● **Assignment**: Below are records; reproduce exactly the lines from the first through the one containing "width:54px; height:54px; display:grid;".

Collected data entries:
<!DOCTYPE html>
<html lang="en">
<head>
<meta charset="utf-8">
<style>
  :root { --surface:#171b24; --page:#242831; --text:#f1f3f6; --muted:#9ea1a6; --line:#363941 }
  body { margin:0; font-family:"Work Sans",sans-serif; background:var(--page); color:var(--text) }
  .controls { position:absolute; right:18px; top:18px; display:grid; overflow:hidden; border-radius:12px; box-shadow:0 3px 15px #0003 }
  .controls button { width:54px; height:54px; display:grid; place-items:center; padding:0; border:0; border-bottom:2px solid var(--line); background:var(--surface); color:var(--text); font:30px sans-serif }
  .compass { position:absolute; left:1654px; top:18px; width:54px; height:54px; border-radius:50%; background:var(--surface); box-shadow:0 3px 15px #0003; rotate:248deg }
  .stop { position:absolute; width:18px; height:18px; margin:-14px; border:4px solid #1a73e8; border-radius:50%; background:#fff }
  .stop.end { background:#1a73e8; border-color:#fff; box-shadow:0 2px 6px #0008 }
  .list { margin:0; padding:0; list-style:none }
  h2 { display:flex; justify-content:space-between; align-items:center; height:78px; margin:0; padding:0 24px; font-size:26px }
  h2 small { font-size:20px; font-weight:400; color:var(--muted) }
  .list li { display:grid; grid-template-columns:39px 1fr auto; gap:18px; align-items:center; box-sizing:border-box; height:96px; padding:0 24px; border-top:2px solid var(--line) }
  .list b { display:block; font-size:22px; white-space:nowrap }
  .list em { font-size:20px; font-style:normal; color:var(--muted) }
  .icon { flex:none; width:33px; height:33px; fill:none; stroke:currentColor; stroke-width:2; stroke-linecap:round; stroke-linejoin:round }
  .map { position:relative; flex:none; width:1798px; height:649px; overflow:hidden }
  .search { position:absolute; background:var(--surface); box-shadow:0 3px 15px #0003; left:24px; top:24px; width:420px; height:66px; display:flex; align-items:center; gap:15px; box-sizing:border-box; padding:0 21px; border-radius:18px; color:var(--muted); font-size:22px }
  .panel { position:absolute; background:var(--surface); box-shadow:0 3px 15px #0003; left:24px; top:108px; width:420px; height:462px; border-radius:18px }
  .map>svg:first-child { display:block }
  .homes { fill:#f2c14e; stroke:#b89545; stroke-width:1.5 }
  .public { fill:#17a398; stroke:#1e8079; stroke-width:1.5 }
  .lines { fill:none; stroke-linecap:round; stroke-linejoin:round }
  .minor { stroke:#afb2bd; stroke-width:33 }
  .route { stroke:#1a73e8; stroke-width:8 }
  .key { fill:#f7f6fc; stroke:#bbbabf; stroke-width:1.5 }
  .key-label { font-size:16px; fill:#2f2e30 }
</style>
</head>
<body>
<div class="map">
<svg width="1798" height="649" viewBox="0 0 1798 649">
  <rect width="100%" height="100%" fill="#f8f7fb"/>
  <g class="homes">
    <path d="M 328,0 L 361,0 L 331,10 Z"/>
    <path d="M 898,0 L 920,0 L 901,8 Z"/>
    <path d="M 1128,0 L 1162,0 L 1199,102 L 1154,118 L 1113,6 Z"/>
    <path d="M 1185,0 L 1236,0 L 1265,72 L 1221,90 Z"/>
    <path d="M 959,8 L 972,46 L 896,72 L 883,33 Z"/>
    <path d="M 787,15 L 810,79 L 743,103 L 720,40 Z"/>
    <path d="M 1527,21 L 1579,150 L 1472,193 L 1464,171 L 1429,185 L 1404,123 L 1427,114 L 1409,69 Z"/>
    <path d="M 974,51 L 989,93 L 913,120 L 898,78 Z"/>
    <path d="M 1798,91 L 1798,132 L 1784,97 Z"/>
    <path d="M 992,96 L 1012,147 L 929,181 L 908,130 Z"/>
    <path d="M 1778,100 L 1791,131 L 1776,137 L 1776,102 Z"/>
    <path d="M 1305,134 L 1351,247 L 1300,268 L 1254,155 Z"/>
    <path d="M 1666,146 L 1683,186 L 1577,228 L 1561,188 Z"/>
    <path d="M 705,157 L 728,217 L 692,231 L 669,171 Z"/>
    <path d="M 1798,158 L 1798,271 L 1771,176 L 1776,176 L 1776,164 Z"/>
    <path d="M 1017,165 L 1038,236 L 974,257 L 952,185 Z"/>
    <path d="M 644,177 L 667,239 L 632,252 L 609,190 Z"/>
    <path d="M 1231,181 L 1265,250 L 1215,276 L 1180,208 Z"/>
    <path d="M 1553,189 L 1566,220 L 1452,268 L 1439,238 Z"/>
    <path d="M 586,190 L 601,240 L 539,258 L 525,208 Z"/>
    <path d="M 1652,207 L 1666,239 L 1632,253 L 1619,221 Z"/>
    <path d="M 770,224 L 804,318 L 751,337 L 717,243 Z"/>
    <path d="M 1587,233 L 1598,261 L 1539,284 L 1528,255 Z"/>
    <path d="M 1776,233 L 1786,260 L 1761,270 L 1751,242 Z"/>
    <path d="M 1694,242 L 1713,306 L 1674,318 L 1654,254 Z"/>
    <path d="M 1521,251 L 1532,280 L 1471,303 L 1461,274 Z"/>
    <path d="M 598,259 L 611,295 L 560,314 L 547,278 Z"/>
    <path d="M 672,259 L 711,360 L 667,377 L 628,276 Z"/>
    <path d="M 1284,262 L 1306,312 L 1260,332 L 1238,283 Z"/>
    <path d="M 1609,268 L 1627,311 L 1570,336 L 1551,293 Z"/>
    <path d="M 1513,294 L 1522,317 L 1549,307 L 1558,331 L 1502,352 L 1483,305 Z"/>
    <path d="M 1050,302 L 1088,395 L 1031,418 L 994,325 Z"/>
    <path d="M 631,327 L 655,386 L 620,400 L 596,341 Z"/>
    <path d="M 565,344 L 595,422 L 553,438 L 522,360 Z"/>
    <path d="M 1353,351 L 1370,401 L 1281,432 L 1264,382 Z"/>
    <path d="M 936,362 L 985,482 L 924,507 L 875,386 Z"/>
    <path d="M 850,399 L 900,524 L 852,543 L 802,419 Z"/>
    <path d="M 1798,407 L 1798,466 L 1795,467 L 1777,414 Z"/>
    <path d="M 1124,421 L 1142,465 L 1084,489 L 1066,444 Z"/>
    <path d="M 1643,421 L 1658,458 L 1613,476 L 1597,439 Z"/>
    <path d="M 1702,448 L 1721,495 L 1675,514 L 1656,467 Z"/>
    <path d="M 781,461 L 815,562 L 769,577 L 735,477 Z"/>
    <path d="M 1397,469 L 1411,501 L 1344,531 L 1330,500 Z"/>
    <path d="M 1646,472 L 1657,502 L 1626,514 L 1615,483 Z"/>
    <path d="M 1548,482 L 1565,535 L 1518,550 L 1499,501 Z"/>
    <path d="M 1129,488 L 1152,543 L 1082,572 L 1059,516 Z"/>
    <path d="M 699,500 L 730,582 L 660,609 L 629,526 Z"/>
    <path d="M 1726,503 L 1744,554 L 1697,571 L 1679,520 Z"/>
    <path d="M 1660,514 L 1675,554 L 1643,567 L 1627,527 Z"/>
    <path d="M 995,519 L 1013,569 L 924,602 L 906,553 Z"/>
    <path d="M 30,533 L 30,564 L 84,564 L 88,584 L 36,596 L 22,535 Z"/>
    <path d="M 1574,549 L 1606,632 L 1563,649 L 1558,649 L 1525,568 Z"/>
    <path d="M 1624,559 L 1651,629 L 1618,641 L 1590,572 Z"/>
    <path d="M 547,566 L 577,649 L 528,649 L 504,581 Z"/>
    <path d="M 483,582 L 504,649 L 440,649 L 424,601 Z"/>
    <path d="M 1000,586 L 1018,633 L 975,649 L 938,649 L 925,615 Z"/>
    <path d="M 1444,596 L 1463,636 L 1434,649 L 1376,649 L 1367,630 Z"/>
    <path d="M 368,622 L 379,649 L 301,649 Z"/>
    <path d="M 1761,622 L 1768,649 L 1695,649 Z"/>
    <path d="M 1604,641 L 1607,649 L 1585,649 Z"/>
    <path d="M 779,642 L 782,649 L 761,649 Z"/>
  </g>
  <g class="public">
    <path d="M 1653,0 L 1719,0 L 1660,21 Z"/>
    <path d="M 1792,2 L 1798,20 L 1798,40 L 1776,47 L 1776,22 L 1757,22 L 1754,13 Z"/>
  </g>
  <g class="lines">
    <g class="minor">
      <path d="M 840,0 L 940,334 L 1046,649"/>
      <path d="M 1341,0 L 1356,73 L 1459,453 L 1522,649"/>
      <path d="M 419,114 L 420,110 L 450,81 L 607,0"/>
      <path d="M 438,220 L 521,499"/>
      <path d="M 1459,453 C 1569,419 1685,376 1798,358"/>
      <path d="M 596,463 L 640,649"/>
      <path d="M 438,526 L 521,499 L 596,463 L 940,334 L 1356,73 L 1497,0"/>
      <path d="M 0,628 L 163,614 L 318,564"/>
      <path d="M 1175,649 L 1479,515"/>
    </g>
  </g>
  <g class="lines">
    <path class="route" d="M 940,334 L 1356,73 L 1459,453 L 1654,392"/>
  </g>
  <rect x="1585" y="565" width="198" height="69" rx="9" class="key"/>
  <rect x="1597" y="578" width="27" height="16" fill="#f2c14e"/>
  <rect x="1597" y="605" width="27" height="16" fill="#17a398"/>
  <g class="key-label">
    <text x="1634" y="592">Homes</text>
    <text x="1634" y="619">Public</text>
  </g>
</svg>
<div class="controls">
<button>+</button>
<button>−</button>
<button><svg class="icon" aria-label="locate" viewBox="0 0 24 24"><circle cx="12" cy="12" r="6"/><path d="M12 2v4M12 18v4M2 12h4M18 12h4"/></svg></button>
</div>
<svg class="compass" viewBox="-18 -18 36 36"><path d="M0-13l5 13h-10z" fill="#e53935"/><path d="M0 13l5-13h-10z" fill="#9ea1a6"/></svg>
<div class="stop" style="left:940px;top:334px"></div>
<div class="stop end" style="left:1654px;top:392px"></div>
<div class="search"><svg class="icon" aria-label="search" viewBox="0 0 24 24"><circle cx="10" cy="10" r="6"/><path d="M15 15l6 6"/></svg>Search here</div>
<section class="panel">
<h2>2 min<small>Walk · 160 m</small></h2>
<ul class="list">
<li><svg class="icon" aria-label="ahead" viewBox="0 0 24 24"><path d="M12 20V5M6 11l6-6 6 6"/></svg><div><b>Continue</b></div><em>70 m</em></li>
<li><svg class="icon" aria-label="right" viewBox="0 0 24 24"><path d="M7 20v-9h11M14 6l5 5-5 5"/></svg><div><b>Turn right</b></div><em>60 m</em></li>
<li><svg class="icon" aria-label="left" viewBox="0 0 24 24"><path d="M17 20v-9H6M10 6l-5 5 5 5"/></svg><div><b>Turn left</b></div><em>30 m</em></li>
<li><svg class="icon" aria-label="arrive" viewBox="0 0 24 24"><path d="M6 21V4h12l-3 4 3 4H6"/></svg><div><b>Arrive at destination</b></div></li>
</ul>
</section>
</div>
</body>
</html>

● **Result**:
<!DOCTYPE html>
<html lang="en">
<head>
<meta charset="utf-8">
<style>
  :root { --surface:#171b24; --page:#242831; --text:#f1f3f6; --muted:#9ea1a6; --line:#363941 }
  body { margin:0; font-family:"Work Sans",sans-serif; background:var(--page); color:var(--text) }
  .controls { position:absolute; right:18px; top:18px; display:grid; overflow:hidden; border-radius:12px; box-shadow:0 3px 15px #0003 }
  .controls button { width:54px; height:54px; display:grid; place-items:center; padding:0; border:0; border-bottom:2px solid var(--line); background:var(--surface); color:var(--text); font:30px sans-serif }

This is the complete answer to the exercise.